Given that no amount of social protest is going to dent Rowling’s bank account, perhaps it’s understandable, then, to consider a pragmatic response to Hogwarts Legacy or any new Harry Potter series. Perhaps the only way to approach the possibility of more Harry Potter is to accept that nothing we do will change the status quo — that J.K. Rowling will always be one of the wealthiest people on earth, no matter how much we wish otherwise, and no matter how much we are aware that she’s actively using her power and influence to promote transphobic messaging. To accept that the consumerist machine that is the Harry Potter franchise is simply bigger than all of our feelings, and bigger than the harm Rowling’s views have brought and will continue to bring to real trans people. In other words, as the meme goes, “there is no ethical consumption under capitalism.”…
If Harry Potter himself could become flesh and blood, it seems clear that he’d argue that more Harry Potter stories should never take precedence over real trans lives.
But Harry Potter is fiction. And as new Harry Potter works come out and the increasingly obfuscating debate around Rowling intensifies, their mere existence conveys that the books’ core tenets of promoting tolerance, love, equality, and resistance are ultimately just a fantasy.
It’s worth noting that the author of this piece wrote about boxing up all of her JK Rowling books back in 2020. That previous story ended with a retreat into private fantasy.
As for me, I won’t be reading or rereading Harry Potter anytime soon. I have endless Harry Potter fanfiction and novels written by Harry Potter fans who grew up to explore instead. Above all, I have the Wizarding World that lives on in my heart — queer, genderqueer, deviant, diverse, and currently defunding the Aurors.
That’s the Harry Potter we all created together, without J.K. Rowling. And we all know that’s the version that matters, in the end.
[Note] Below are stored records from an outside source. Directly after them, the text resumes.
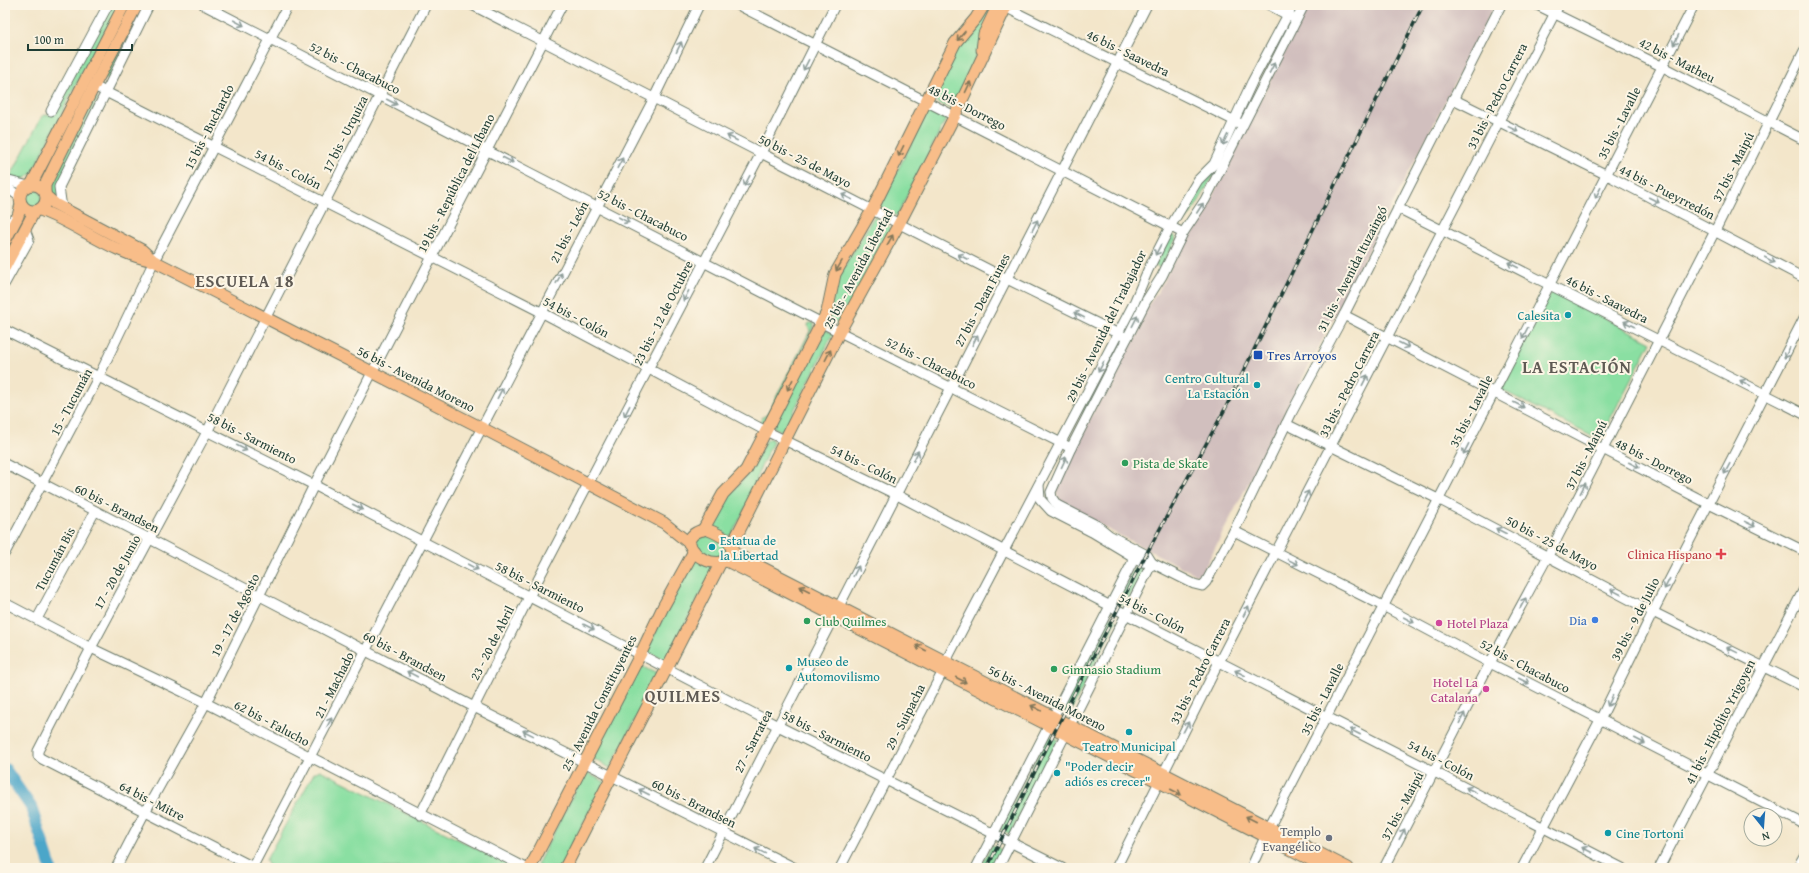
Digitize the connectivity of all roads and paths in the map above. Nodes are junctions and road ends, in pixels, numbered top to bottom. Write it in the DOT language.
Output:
graph roads {
  1 [pos="108,5"];
  2 [pos="124,5"];
  3 [pos="137,5"];
  4 [pos="149,5"];
  5 [pos="204,5"];
  6 [pos="288,5"];
  7 [pos="426,5"];
  8 [pos="472,5"];
  9 [pos="562,5"];
  10 [pos="700,5"];
  11 [pos="738,5"];
  12 [pos="835,5"];
  13 [pos="984,5"];
  14 [pos="1147,5"];
  15 [pos="1270,5"];
  16 [pos="1293,5"];
  17 [pos="1304,5"];
  18 [pos="1501,5"];
  19 [pos="1537,5"];
  20 [pos="1559,5"];
  21 [pos="1694,5"];
  22 [pos="1003,6"];
  23 [pos="1554,14"];
  24 [pos="1288,15"];
  25 [pos="1297,20"];
  26 [pos="269,39"];
  27 [pos="543,42"];
  28 [pos="816,45"];
  29 [pos="1804,51"];
  30 [pos="1118,63"];
  31 [pos="1662,67"];
  32 [pos="1252,82"];
  33 [pos="94,86"];
  34 [pos="1262,87"];
  35 [pos="105,92"];
  36 [pos="379,95"];
  37 [pos="654,98"];
  38 [pos="1453,99"];
  39 [pos="925,101"];
  40 [pos="51,111"];
  41 [pos="955,115"];
  42 [pos="1234,121"];
  43 [pos="1499,122"];
  44 [pos="1770,122"];
  45 [pos="1244,125"];
  46 [pos="1804,140"];
  47 [pos="215,146"];
  48 [pos="487,150"];
  49 [pos="761,153"];
  50 [pos="1063,172"];
  51 [pos="1607,175"];
  52 [pos="5,180"];
  53 [pos="5,186"];
  54 [pos="30,186"];
  55 [pos="46,194"];
  56 [pos="20,200"];
  57 [pos="325,202"];
  58 [pos="597,206"];
  59 [pos="62,208"];
  60 [pos="1398,208"];
  61 [pos="872,210"];
  62 [pos="37,211"];
  63 [pos="18,216"];
  64 [pos="899,224"];
  65 [pos="5,225"];
  66 [pos="1170,227"];
  67 [pos="25,229"];
  68 [pos="1442,229"];
  69 [pos="1715,231"];
  70 [pos="1183,233"];
  71 [pos="5,241"];
  72 [pos="432,258"];
  73 [pos="154,261"];
  74 [pos="704,262"];
  75 [pos="5,267"];
  76 [pos="1148,270"];
  77 [pos="1162,276"];
  78 [pos="1804,278"];
  79 [pos="1007,279"];
  80 [pos="5,284"];
  81 [pos="1551,284"];
  82 [pos="541,312"];
  83 [pos="1344,314"];
  84 [pos="265,317"];
  85 [pos="1804,318"];
  86 [pos="822,323"];
  87 [pos="5,330"];
  88 [pos="840,331"];
  89 [pos="1117,335"];
  90 [pos="1388,337"];
  91 [pos="1127,338"];
  92 [pos="1659,340"];
  93 [pos="648,369"];
  94 [pos="374,373"];
  95 [pos="99,376"];
  96 [pos="950,388"];
  97 [pos="1495,393"];
  98 [pos="1766,394"];
  99 [pos="1804,414"];
  100 [pos="1076,416"];
  101 [pos="1085,420"];
  102 [pos="1286,424"];
  103 [pos="482,428"];
  104 [pos="208,430"];
  105 [pos="766,431"];
  106 [pos="781,438"];
  107 [pos="1062,443"];
  108 [pos="1332,446"];
  109 [pos="1071,448"];
  110 [pos="1603,449"];
  111 [pos="5,464"];
  112 [pos="1040,483"];
  113 [pos="42,484"];
  114 [pos="590,484"];
  115 [pos="314,485"];
  116 [pos="1053,487"];
  117 [pos="897,495"];
  118 [pos="1440,500"];
  119 [pos="1709,504"];
  120 [pos="96,511"];
  121 [pos="664,523"];
  122 [pos="699,531"];
  123 [pos="1234,531"];
  124 [pos="150,539"];
  125 [pos="423,541"];
  126 [pos="692,547"];
  127 [pos="1804,551"];
  128 [pos="1005,552"];
  129 [pos="5,553"];
  130 [pos="1134,553"];
  131 [pos="1276,554"];
  132 [pos="728,555"];
  133 [pos="1548,556"];
  134 [pos="1152,563"];
  135 [pos="1804,589"];
  136 [pos="260,595"];
  137 [pos="530,597"];
  138 [pos="5,602"];
  139 [pos="1109,606"];
  140 [pos="1383,606"];
  141 [pos="836,610"];
  142 [pos="1653,612"];
  143 [pos="1126,614"];
  144 [pos="37,619"];
  145 [pos="91,648"];
  146 [pos="366,650"];
  147 [pos="641,654"];
  148 [pos="1219,662"];
  149 [pos="1490,663"];
  150 [pos="945,666"];
  151 [pos="1764,666"];
  152 [pos="668,668"];
  153 [pos="1804,687"];
  154 [pos="206,703"];
  155 [pos="474,707"];
  156 [pos="1327,717"];
  157 [pos="1600,720"];
  158 [pos="1050,721"];
  159 [pos="776,725"];
  160 [pos="1067,729"];
  161 [pos="38,756"];
  162 [pos="311,758"];
  163 [pos="584,761"];
  164 [pos="1435,772"];
  165 [pos="1707,775"];
  166 [pos="611,776"];
  167 [pos="1160,778"];
  168 [pos="887,780"];
  169 [pos="145,812"];
  170 [pos="420,815"];
  171 [pos="1804,824"];
  172 [pos="1544,828"];
  173 [pos="723,832"];
  174 [pos="1268,833"];
  175 [pos="993,835"];
  176 [pos="1011,843"];
  177 [pos="1804,856"];
  178 [pos="116,868"];
  179 [pos="253,868"];
  180 [pos="526,868"];
  181 [pos="530,868"];
  182 [pos="565,868"];
  183 [pos="705,868"];
  184 [pos="795,868"];
  185 [pos="840,868"];
  186 [pos="976,868"];
  187 [pos="998,868"];
  188 [pos="1062,868"];
  189 [pos="1116,868"];
  190 [pos="1251,868"];
  191 [pos="1327,868"];
  192 [pos="1348,868"];
  193 [pos="1384,868"];
  194 [pos="1522,868"];
  195 [pos="1622,868"];
  196 [pos="1660,868"];
  197 [pos="1798,868"];
  1 -- 40 [label="street"];
  2 -- 54 [label="main road"];
  3 -- 33 [label="main road"];
  4 -- 35 [label="street"];
  5 -- 26 [label="street, 52 bis - Chacabuco, one-way"];
  6 -- 26 [label="street, 15 bis - Buchardo"];
  7 -- 36 [label="street, 17 bis - Urquiza"];
  8 -- 27 [label="street, 50 bis - 25 de Mayo"];
  9 -- 27 [label="street, 19 bis - República del Líbano"];
  37 -- 10 [label="street, 21 bis - León, one-way"];
  11 -- 28 [label="street, 48 bis - Dorrego"];
  12 -- 28 [label="street, 23 bis - 12 de Octubre"];
  13 -- 39 [label="main road, 25 bis - Avenida Libertad, one-way"];
  14 -- 30 [label="street, 27 bis - Dean Funes"];
  15 -- 24 [label="street"];
  16 -- 24 [label="street, 29 bis - Avenida del Trabajador"];
  17 -- 25 [label="street, 29 bis - Avenida del Trabajador"];
  18 -- 38 [label="street, 31 bis - Avenida Ituzaingó"];
  19 -- 23 [label="street, 42 bis - Matheu"];
  20 -- 23 [label="street, 33 bis - Pedro Carrera"];
  21 -- 31 [label="street, 35 bis - Lavalle, one-way"];
  22 -- 30 [label="street, 46 bis - Saavedra"];
  41 -- 22 [label="main road, 25 bis - Avenida Libertad, one-way"];
  23 -- 31 [label="street, 42 bis - Matheu"];
  23 -- 43 [label="street, 33 bis - Pedro Carrera"];
  24 -- 25 [label="street"];
  24 -- 32 [label="street, 29 bis - Avenida del Trabajador"];
  34 -- 25 [label="street, 29 bis - Avenida del Trabajador, one-way"];
  26 -- 36 [label="street, 52 bis - Chacabuco"];
  26 -- 47 [label="street, 15 bis - Buchardo"];
  27 -- 37 [label="street, 50 bis - 25 de Mayo"];
  27 -- 48 [label="street, 19 bis - República del Líbano"];
  28 -- 39 [label="street, 48 bis - Dorrego"];
  28 -- 49 [label="street, 23 bis - 12 de Octubre, one-way"];
  29 -- 44 [label="street, 37 bis - Maipú"];
  30 -- 42 [label="street, 46 bis - Saavedra"];
  30 -- 50 [label="street, 27 bis - Dean Funes"];
  31 -- 44 [label="street, 42 bis - Matheu"];
  31 -- 51 [label="street, 35 bis - Lavalle"];
  32 -- 34 [label="street"];
  32 -- 42 [label="street, 29 bis - Avenida del Trabajador"];
  33 -- 35 [label="street, 54 bis - Colón"];
  33 -- 55 [label="main road"];
  34 -- 45 [label="street, 29 bis - Avenida del Trabajador"];
  35 -- 47 [label="street, 54 bis - Colón"];
  35 -- 59 [label="street"];
  36 -- 48 [label="street, 52 bis - Chacabuco, one-way"];
  36 -- 57 [label="street, 17 bis - Urquiza"];
  49 -- 37 [label="street, 50 bis - 25 de Mayo, one-way"];
  58 -- 37 [label="street, 21 bis - León, one-way"];
  38 -- 43 [label="street, 44 bis - Pueyrredón"];
  38 -- 60 [label="street, 31 bis - Avenida Ituzaingó"];
  39 -- 41 [label="street, 48 bis - Dorrego"];
  39 -- 61 [label="main road, 25 bis - Avenida Libertad, one-way"];
  41 -- 50 [label="street, 48 bis - Dorrego"];
  41 -- 64 [label="main road, 25 bis - Avenida Libertad"];
  42 -- 45 [label="street, 46 bis - Saavedra"];
  42 -- 66 [label="street, 29 bis - Avenida del Trabajador, one-way"];
  43 -- 51 [label="street, 44 bis - Pueyrredón, one-way"];
  43 -- 68 [label="street, 33 bis - Pedro Carrera"];
  44 -- 46 [label="street, 42 bis - Matheu"];
  44 -- 69 [label="street, 37 bis - Maipú"];
  70 -- 45 [label="street, 29 bis - Avenida del Trabajador, one-way"];
  47 -- 57 [label="street, 54 bis - Colón"];
  47 -- 73 [label="street, 15 bis - Buchardo"];
  48 -- 58 [label="street, 52 bis - Chacabuco, one-way"];
  48 -- 72 [label="street, 19 bis - República del Líbano"];
  61 -- 49 [label="street, 50 bis - 25 de Mayo, one-way"];
  49 -- 74 [label="street, 23 bis - 12 de Octubre, one-way"];
  50 -- 66 [label="street, 48 bis - Dorrego"];
  79 -- 50 [label="street, 27 bis - Dean Funes, one-way"];
  51 -- 69 [label="street, 44 bis - Pueyrredón, one-way"];
  51 -- 81 [label="street, 35 bis - Lavalle, one-way"];
  52 -- 54 [label="street"];
  53 -- 56 [label="street"];
  54 -- 55 [label="main road"];
  54 -- 56 [label="main road"];
  55 -- 59 [label="main road, 56 bis - Avenida Moreno"];
  55 -- 62 [label="main road"];
  56 -- 62 [label="main road"];
  56 -- 63 [label="main road"];
  57 -- 72 [label="street, 54 bis - Colón"];
  57 -- 84 [label="street, 17 bis - Urquiza"];
  58 -- 74 [label="street, 52 bis - Chacabuco, one-way"];
  82 -- 58 [label="street, 21 bis - León, one-way"];
  59 -- 73 [label="main road, 56 bis - Avenida Moreno"];
  60 -- 68 [label="street, 46 bis - Saavedra"];
  60 -- 83 [label="street, 31 bis - Avenida Ituzaingó"];
  61 -- 64 [label="street, 50 bis - 25 de Mayo"];
  61 -- 86 [label="main road, 25 bis - Avenida Libertad, one-way"];
  62 -- 67 [label="main road"];
  62 -- 73 [label="main road, 56 bis - Avenida Moreno"];
  63 -- 65 [label="street"];
  63 -- 71 [label="main road"];
  79 -- 64 [label="street, 50 bis - 25 de Mayo, one-way"];
  88 -- 64 [label="main road, 25 bis - Avenida Libertad, one-way"];
  66 -- 70 [label="street, 48 bis - Dorrego"];
  66 -- 76 [label="street, 29 bis - Avenida del Trabajador, one-way"];
  67 -- 75 [label="main road"];
  67 -- 80 [label="street"];
  81 -- 68 [label="street, 46 bis - Saavedra, one-way"];
  68 -- 90 [label="street, 33 bis - Pedro Carrera"];
  69 -- 78 [label="street, 44 bis - Pueyrredón, one-way"];
  69 -- 92 [label="street, 37 bis - Maipú"];
  70 -- 77 [label="street, 29 bis - Avenida del Trabajador"];
  72 -- 82 [label="street, 54 bis - Colón"];
  72 -- 94 [label="street, 19 bis - República del Líbano"];
  73 -- 84 [label="main road, 56 bis - Avenida Moreno"];
  73 -- 95 [label="street, 15 - Tucumán"];
  74 -- 86 [label="street, 52 bis - Chacabuco"];
  74 -- 93 [label="street, 23 bis - 12 de Octubre, one-way"];
  76 -- 77 [label="street"];
  76 -- 89 [label="street, 29 bis - Avenida del Trabajador"];
  91 -- 77 [label="street, 29 bis - Avenida del Trabajador, one-way"];
  89 -- 79 [label="street, 50 bis - 25 de Mayo, one-way"];
  96 -- 79 [label="street, 27 bis - Dean Funes, one-way"];
  92 -- 81 [label="street, 46 bis - Saavedra, one-way"];
  81 -- 97 [label="street, 35 bis - Lavalle, one-way"];
  82 -- 93 [label="street, 54 bis - Colón"];
  103 -- 82 [label="street, 21 bis - León, one-way"];
  83 -- 90 [label="street, 48 bis - Dorrego"];
  83 -- 102 [label="street, 31 bis - Avenida Ituzaingó"];
  84 -- 94 [label="main road, 56 bis - Avenida Moreno"];
  84 -- 104 [label="street, 17 - 20 de Junio"];
  85 -- 98 [label="street, 39 bis - 9 de Julio, one-way"];
  86 -- 88 [label="street, 52 bis - Chacabuco"];
  86 -- 105 [label="main road, 25 bis - Avenida Libertad, one-way"];
  87 -- 95 [label="street, 58 bis - Sarmiento"];
  88 -- 96 [label="street, 52 bis - Chacabuco"];
  106 -- 88 [label="main road, 25 bis - Avenida Libertad, one-way"];
  89 -- 91 [label="street, 50 bis - 25 de Mayo"];
  89 -- 100 [label="street, 29 bis - Avenida del Trabajador, one-way"];
  90 -- 97 [label="street, 48 bis - Dorrego, one-way"];
  108 -- 90 [label="street, 33 bis - Pedro Carrera, one-way"];
  91 -- 101 [label="street, 29 bis - Avenida del Trabajador"];
  98 -- 92 [label="street, 46 bis - Saavedra, one-way"];
  92 -- 110 [label="street, 37 bis - Maipú"];
  93 -- 105 [label="street, 54 bis - Colón"];
  93 -- 114 [label="street, 23 bis - 12 de Octubre, one-way"];
  94 -- 103 [label="main road, 56 bis - Avenida Moreno"];
  94 -- 115 [label="street, 19 - 17 de Agosto"];
  95 -- 104 [label="street, 58 bis - Sarmiento"];
  95 -- 113 [label="street, 15 - Tucumán"];
  96 -- 107 [label="street, 52 bis - Chacabuco"];
  117 -- 96 [label="street, 27 bis - Dean Funes, one-way"];
  97 -- 110 [label="street, 48 bis - Dorrego, one-way"];
  97 -- 118 [label="street, 35 bis - Lavalle, one-way"];
  98 -- 99 [label="street, 46 bis - Saavedra"];
  98 -- 119 [label="street, 39 bis - 9 de Julio, one-way"];
  100 -- 101 [label="street"];
  100 -- 107 [label="street, 29 bis - Avenida del Trabajador"];
  101 -- 109 [label="street, 29 bis - Avenida del Trabajador"];
  102 -- 108 [label="street, 50 bis - 25 de Mayo"];
  102 -- 123 [label="street, 31 bis - Avenida Ituzaingó"];
  103 -- 114 [label="main road, 56 bis - Avenida Moreno"];
  103 -- 125 [label="street, 21 - Machado"];
  104 -- 115 [label="street, 58 bis - Sarmiento, one-way"];
  104 -- 124 [label="street, 17 - 20 de Junio"];
  105 -- 106 [label="street, 54 bis - Colón"];
  105 -- 122 [label="main road, 25 bis - Avenida Libertad"];
  106 -- 117 [label="street, 54 bis - Colón"];
  106 -- 132 [label="main road, 25 bis - Avenida Libertad"];
  107 -- 109 [label="street, 52 bis - Chacabuco"];
  107 -- 112 [label="street, 29 bis - Avenida del Trabajador"];
  108 -- 118 [label="street, 50 bis - 25 de Mayo"];
  131 -- 108 [label="street, 33 bis - Pedro Carrera, one-way"];
  116 -- 109 [label="street, 29 bis - Avenida del Trabajador, one-way"];
  110 -- 119 [label="street, 48 bis - Dorrego, one-way"];
  133 -- 110 [label="street, 37 bis - Maipú, one-way"];
  111 -- 113 [label="street, 60 bis - Brandsen"];
  112 -- 116 [label="street"];
  112 -- 128 [label="street, 29 bis - Avenida del Trabajador"];
  112 -- 130 [label="street"];
  113 -- 120 [label="street, 60 bis - Brandsen"];
  113 -- 129 [label="street, 15 - Tucumán"];
  114 -- 121 [label="main road, 56 bis - Avenida Moreno"];
  114 -- 137 [label="street, 23 - 20 de Abril"];
  115 -- 125 [label="street, 58 bis - Sarmiento, one-way"];
  115 -- 136 [label="street, 19 - 17 de Agosto"];
  116 -- 130 [label="street, 29 bis - Avenida del Trabajador"];
  117 -- 128 [label="street, 54 bis - Colón"];
  141 -- 117 [label="street, 27 bis - Dean Funes, one-way"];
  133 -- 118 [label="street, 50 bis - 25 de Mayo, one-way"];
  118 -- 140 [label="street, 35 bis - Lavalle"];
  119 -- 127 [label="street, 48 bis - Dorrego, one-way"];
  119 -- 142 [label="street, 39 bis - 9 de Julio, one-way"];
  120 -- 124 [label="street, 60 bis - Brandsen"];
  120 -- 144 [label="street, Tucumán Bis"];
  121 -- 122 [label="main road, 56 bis - Avenida Moreno"];
  121 -- 126 [label="main road, 56 bis - Avenida Moreno"];
  122 -- 126 [label="main road"];
  122 -- 132 [label="main road"];
  123 -- 131 [label="street, 52 bis - Chacabuco"];
  123 -- 134 [label="street, 31 bis - Avenida Ituzaingó"];
  124 -- 136 [label="street, 60 bis - Brandsen"];
  124 -- 145 [label="street, 17 - 20 de Junio"];
  125 -- 137 [label="street, 58 bis - Sarmiento, one-way"];
  125 -- 146 [label="street, 21 - Machado"];
  126 -- 132 [label="main road"];
  126 -- 147 [label="main road, 25 - Avenida Constituyentes"];
  128 -- 139 [label="street, 54 bis - Colón"];
  128 -- 150 [label="street, 29 bis - Avenida del Trabajador"];
  130 -- 134 [label="street"];
  130 -- 139 [label="street"];
  131 -- 140 [label="street, 52 bis - Chacabuco, one-way"];
  148 -- 131 [label="street, 33 bis - Pedro Carrera, one-way"];
  132 -- 141 [label="main road, 56 bis - Avenida Moreno"];
  132 -- 152 [label="main road"];
  142 -- 133 [label="street, 50 bis - 25 de Mayo, one-way"];
  149 -- 133 [label="street, 37 bis - Maipú, one-way"];
  134 -- 143 [label="street"];
  135 -- 151 [label="street, 41 bis - Hipólito Yrigoyen"];
  136 -- 146 [label="street, 60 bis - Brandsen"];
  136 -- 154 [label="street, 19 - 17 de Agosto"];
  137 -- 147 [label="street, 58 bis - Sarmiento, one-way"];
  137 -- 155 [label="street, 23 - 20 de Abril"];
  138 -- 144 [label="street, 62 bis - Falucho"];
  139 -- 143 [label="street, 54 bis - Colón"];
  139 -- 158 [label="street"];
  140 -- 149 [label="street, 52 bis - Chacabuco, one-way"];
  140 -- 156 [label="street, 35 bis - Lavalle"];
  141 -- 150 [label="main road, 56 bis - Avenida Moreno"];
  141 -- 159 [label="street, 27 - Sarratea"];
  151 -- 142 [label="street, 50 bis - 25 de Mayo, one-way"];
  142 -- 157 [label="street, 39 bis - 9 de Julio, one-way"];
  143 -- 148 [label="street, 54 bis - Colón"];
  143 -- 160 [label="street"];
  144 -- 145 [label="street, 62 bis - Falucho"];
  145 -- 154 [label="street, 62 bis - Falucho"];
  145 -- 161 [label="street, 17 - 20 de Junio"];
  155 -- 146 [label="street, 60 bis - Brandsen, one-way"];
  162 -- 146 [label="street, 21 - Machado, one-way"];
  147 -- 152 [label="street, 58 bis - Sarmiento"];
  147 -- 163 [label="main road, 25 - Avenida Constituyentes"];
  156 -- 148 [label="street, 54 bis - Colón, one-way"];
  167 -- 148 [label="street, 33 bis - Pedro Carrera, one-way"];
  149 -- 157 [label="street, 52 bis - Chacabuco, one-way"];
  164 -- 149 [label="street, 37 bis - Maipú, one-way"];
  150 -- 158 [label="main road, 56 bis - Avenida Moreno"];
  150 -- 168 [label="street, 29 - Suipacha"];
  151 -- 153 [label="street, 50 bis - 25 de Mayo"];
  151 -- 165 [label="street, 41 bis - Hipólito Yrigoyen"];
  152 -- 159 [label="street, 58 bis - Sarmiento"];
  152 -- 166 [label="main road"];
  154 -- 162 [label="street, 62 bis - Falucho"];
  154 -- 169 [label="street, 19 - 17 de Agosto"];
  163 -- 155 [label="street, 60 bis - Brandsen, one-way"];
  155 -- 170 [label="street, 23 - 20 de Abril"];
  164 -- 156 [label="street, 54 bis - Colón, one-way"];
  156 -- 174 [label="street, 35 bis - Lavalle"];
  157 -- 165 [label="street, 52 bis - Chacabuco, one-way"];
  157 -- 172 [label="street, 39 bis - 9 de Julio"];
  158 -- 160 [label="main road, 56 bis - Avenida Moreno"];
  158 -- 175 [label="street"];
  159 -- 168 [label="street, 58 bis - Sarmiento"];
  159 -- 173 [label="street, 27 - Sarratea"];
  160 -- 167 [label="main road, 56 bis - Avenida Moreno"];
  160 -- 176 [label="street"];
  161 -- 169 [label="street, 64 bis - Mitre"];
  162 -- 170 [label="street, 62 bis - Falucho"];
  162 -- 179 [label="street, 21 - Machado"];
  163 -- 166 [label="street, 60 bis - Brandsen"];
  163 -- 181 [label="main road, 25 - Avenida Constituyentes"];
  172 -- 164 [label="street, 54 bis - Colón, one-way"];
  193 -- 164 [label="street, 37 bis - Maipú, one-way"];
  165 -- 171 [label="street, 52 bis - Chacabuco"];
  165 -- 196 [label="street, 41 bis - Hipólito Yrigoyen"];
  173 -- 166 [label="street, 60 bis - Brandsen, one-way"];
  166 -- 182 [label="main road"];
  167 -- 174 [label="main road, 56 bis - Avenida Moreno"];
  167 -- 189 [label="street, 33 bis - Pedro Carrera"];
  168 -- 175 [label="street, 58 bis - Sarmiento"];
  168 -- 185 [label="street, 29 - Suipacha"];
  169 -- 178 [label="street, 19 - 17 de Agosto"];
  169 -- 179 [label="street, 64 bis - Mitre"];
  170 -- 180 [label="street, 62 bis - Falucho"];
  172 -- 194 [label="street, 39 bis - 9 de Julio"];
  195 -- 172 [label="street, 54 bis - Colón, one-way"];
  173 -- 183 [label="street, 27 - Sarratea"];
  184 -- 173 [label="street, 60 bis - Brandsen, one-way"];
  174 -- 190 [label="street, 35 bis - Lavalle"];
  174 -- 191 [label="main road, 56 bis - Avenida Moreno"];
  174 -- 192 [label="main road, 56 bis - Avenida Moreno"];
  175 -- 176 [label="street, 58 bis - Sarmiento"];
  175 -- 186 [label="street"];
  176 -- 187 [label="street"];
  176 -- 188 [label="street, 58 bis - Sarmiento"];
  177 -- 197 [label="street"];
}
Trans activists are already free to do whatever they want in their own private lives. Like all adults, they can write the personal fan fiction of their lives however they see fit, including their own gender identity. But they’re determined to do more than that. They need to enforce their views—about trans women in sports, trans women in women’s prisons, gender identity instruction in kindergarten, men dating trans women, lesbians dating trans women, etc. —on everyone else. The fact that they can’t get everyone else to go along with them (people won’t even sacrifice the latest Harry Potter game to spite the world’s creator!) is really bringing them down. The rest of us should just go about our business. There’s no need to be cruel to anyone who sees things differently, but you also don’t have to adopt their entire worldview simply because they demand it.